If you eat out regularly - and not just at the same old casual restaurants - you may have noticed that quinoa is creeping onto an increasing number of menus.
But just what is this oddly named stuff and why should you actually care?
What is Quinoa?
Contrary to popular belief quinoa - which is pronounced keen-wah - is not a really a grain - although it is often mis-classified as one - and neither is it a grass. It is, in fact, a seed that comes from a family of green plants called Chenopodium, which some people also known as goosefoot.
The quinoa plant has a fascinating history as a foodstuff. It was first cultivated as a crop thousands of years ago, by the Andean people. It quickly became a staple of their diet, even though it was not found in many other places in the world.
The Incas even considered quinoa to be a scared crop, dubbing it chisaya mama, which means 'the mother of all grains'. It was traditional for the Incan emperor to perform a ceremonial planting of quinoa seeds on an annual basis, using gold implements and amid a lot of pomp and ceremony. When the Spanish conquered South America they outlawed this, made quinoa an illegal crop, and forced the Incas to grow wheat instead. Even when they lifted the ban, the Spanish refused to eat quinoa, dismissing it as 'food for the Indians'
The Andean peoples consumed a great deal of quinoa as it was plentiful in supply, filling and very versatile. Like a grain, quinoa can be ground up to create flour, or it can be served in a similar way to rice It can be consumed alone, as a snack or side dish, or used as an ingredient in a huge number of recipes, one of the reasons that this versatile food product has become a staple in the diet of many vegetarians and vegans.
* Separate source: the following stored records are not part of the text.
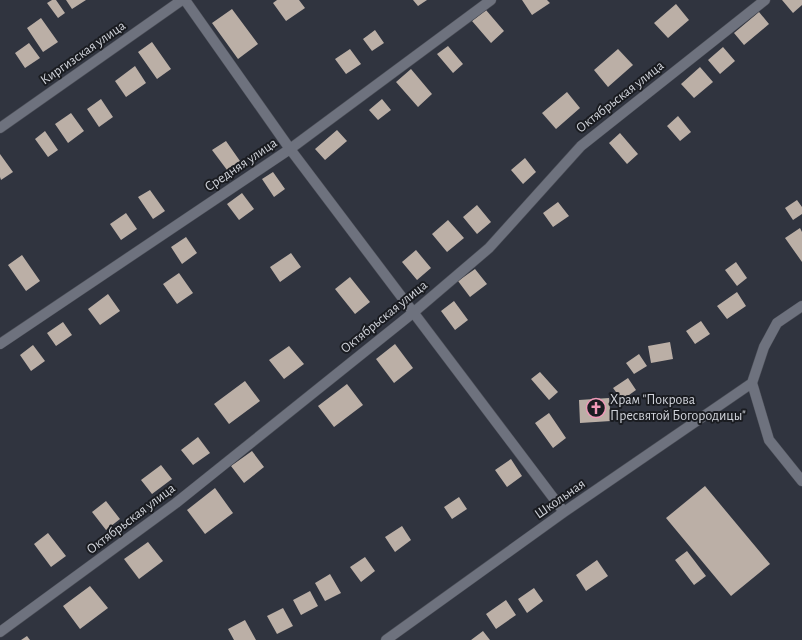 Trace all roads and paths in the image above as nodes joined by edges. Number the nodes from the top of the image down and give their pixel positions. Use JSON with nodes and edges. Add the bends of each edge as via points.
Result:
{"nodes":[{"id":1,"x":184,"y":0,"type":"edge"},
{"id":2,"x":490,"y":0,"type":"edge"},
{"id":3,"x":765,"y":0,"type":"edge"},
{"id":4,"x":0,"y":128,"type":"edge"},
{"id":5,"x":290,"y":149,"type":"junction"},
{"id":6,"x":802,"y":306,"type":"edge"},
{"id":7,"x":414,"y":312,"type":"junction"},
{"id":8,"x":0,"y":344,"type":"edge"},
{"id":9,"x":752,"y":383,"type":"junction"},
{"id":10,"x":802,"y":481,"type":"edge"},
{"id":11,"x":564,"y":512,"type":"junction"},
{"id":12,"x":0,"y":632,"type":"edge"},
{"id":13,"x":386,"y":640,"type":"edge"}],
"edges":[{"from":1,"to":4,"type":"street","name":"Киргизская улица"},
{"from":1,"to":5,"type":"street"},
{"from":2,"to":5,"type":"street","name":"Средняя улица"},
{"from":3,"to":7,"type":"street","name":"Октябрьская улица","via":[[581,146],[489,248]]},
{"from":5,"to":7,"type":"street"},
{"from":5,"to":8,"type":"street","name":"Средняя улица"},
{"from":6,"to":9,"type":"street","via":[[778,323],[764,347]]},
{"from":7,"to":11,"type":"street"},
{"from":7,"to":12,"type":"street","name":"Октябрьская улица","via":[[176,504]]},
{"from":9,"to":10,"type":"street","via":[[769,440]]},
{"from":9,"to":11,"type":"street","name":"Школьная"},
{"from":11,"to":13,"type":"street","name":"Школьная"}]}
But, because of its impressive nutritional values it is also growing in popularity with those concerned with eating a healthier diet in general.
Why is Quinoa Considered a "Super Food"
The term 'super food' is not a formal scientific term, but it is generally used these days to describe an ingredient that offers higher than average positive nutritional benefits. Quinoa is one of these foods.
The real difference that quinoa offers is that, unlike most other grains, it contains lysine, a naturally occurring amino acid. This technically makes this clever little grain a complete protein, and it offers protein at levels that can be compared to whole milk.
That is far from all that quinoa has to offer though. It is an excellent source of dietary fiber, something that is essential for great digestive health, and it can, in a single serving, provide the recommended daily doses of niacin, thiamin, riboflavin, vitamin B6 and potassium. If all of that were not enough to qualify quinoa as a super food, it is also an excellent natural source magnesium, copper, zinc and folate.
Cooking Quinoa - What to Do with it?
Quinoa's versatility is certainly a large part of its great appeal. It can be incorporated into a meal at any time of the day, eaten alone as a healthy alternative to junk food snacks and used in a great many different ways. It can be added to a smoothie to give it bulk (and a protein boost) , used, as it often is in restaurants, as an alternative to soybeans to create veggie burgers, added to salads
Quinoa is also easy to prepare. For example, quinoa is also becoming a popular substitute for brown rice. Brown rice is delicious and also quite healthful but to prepare it properly it can take 45 minutes, a major inconvenience for busy people (and who isn't busy?) while the same amount quinoa can be fully cooked in a mere fifteen minutes.
For those trying to lose weight, quinoa can be a helpful diet tool. It is rather filling but is relatively low in fat and calories. A one cup serving of cooked quinoa contains 222 calories and 3.4 grams of fat. To put that latter figure into prospective, consider the fact than the same one cup of lean ground beef contains 33 grams of fat.
Finally, as it is not really a grain at all, quinoa is gluten free. A gluten free diet can be an incredibly boring one, but the addition of quinoa into that rather restrictive diet can bring a great deal of taste and variety back into the everyday meals consumed by those with a sensitivity to gluten.